In State v. Stroud , 293 Or. App. 314, 318, 428 P.3d 949 (2018), we held that the legal detriment of a finding of a probation violation with respect to possible future probation sanctions was a collateral consequence that prevented an appeal from becoming moot. Citing Stroud , petitioner contends that here, similarly, the board's determination that petitioner has violated the terms of his post-prison supervision is an adverse legal consequence with respect to possible future sanctions for possible future violations of post-prison supervision. We agree with petitioner that it is possible that the current sanction could adversely affect future sanctions if petitioner were ever to violate the terms of post-prison supervision on his new convictions.

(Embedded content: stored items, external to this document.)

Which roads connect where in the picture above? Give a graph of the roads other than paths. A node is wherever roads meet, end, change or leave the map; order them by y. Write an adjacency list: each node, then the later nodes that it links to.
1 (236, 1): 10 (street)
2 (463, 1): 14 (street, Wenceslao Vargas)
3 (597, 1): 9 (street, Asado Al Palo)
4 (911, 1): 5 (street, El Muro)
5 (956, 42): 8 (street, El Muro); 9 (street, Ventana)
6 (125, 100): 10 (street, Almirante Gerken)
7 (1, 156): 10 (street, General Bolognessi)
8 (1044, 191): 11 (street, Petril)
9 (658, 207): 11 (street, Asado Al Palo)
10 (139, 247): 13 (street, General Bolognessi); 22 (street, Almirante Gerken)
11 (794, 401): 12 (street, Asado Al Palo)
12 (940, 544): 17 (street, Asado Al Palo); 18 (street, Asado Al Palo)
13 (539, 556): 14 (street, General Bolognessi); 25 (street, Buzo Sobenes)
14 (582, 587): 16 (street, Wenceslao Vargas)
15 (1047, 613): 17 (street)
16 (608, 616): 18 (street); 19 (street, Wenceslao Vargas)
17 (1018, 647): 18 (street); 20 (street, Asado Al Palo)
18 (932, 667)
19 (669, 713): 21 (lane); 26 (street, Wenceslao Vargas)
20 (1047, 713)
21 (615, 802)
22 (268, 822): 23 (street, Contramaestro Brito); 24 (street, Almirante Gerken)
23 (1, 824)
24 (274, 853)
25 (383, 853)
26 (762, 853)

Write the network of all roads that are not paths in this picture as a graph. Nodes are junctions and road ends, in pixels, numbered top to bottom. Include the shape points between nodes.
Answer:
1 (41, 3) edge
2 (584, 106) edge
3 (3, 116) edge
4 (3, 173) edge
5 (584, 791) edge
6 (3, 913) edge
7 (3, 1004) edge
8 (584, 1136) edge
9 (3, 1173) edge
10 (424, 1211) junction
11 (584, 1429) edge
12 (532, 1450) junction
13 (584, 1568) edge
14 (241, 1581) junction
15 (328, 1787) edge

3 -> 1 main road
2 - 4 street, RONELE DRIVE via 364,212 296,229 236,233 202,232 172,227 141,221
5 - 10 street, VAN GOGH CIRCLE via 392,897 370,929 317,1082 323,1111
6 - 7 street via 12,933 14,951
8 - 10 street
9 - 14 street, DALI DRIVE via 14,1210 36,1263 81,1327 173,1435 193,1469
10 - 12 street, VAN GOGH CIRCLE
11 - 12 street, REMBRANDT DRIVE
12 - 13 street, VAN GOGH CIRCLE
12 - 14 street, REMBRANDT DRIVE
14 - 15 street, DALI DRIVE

But, unlike in Stroud , where the adverse legal consequence related to possible future sanctions for violations of the probation the petitioner was then serving, here, the possible adverse effect relates to possible sanctions for future violations of post-prison supervision that petitioner will serve after he completes a prison term of 120 months on his new convictions. Not only is that possible adverse consequence speculative, it is one that would bear minimal significance relative to the serious nature of the crimes that gave rise to the sanction. We agree with the state that, as a collateral consequence, it is one that is of such remote likelihood and minimal effect that it is legally insufficient to prevent the appeal from being moot. See State v. K. J. B. , 362 Or. 777, 786, 416 P.3d 291 (2018) ("[W]hen the moving party takes the position that a case has become moot, the responding party must identify any collateral consequences that * * * she contends has the effect of producing the required practical effects of a judicial decision. At that point, the moving party must demonstrate that any of those identified collateral consequences either does not exist or is legally insufficient."). We reject without discussion petitioner's contention that his challenge to the sanction is one that we should consider under ORS 14.175, as capable of repetition yet evading review.
Petition for review dismissed as moot.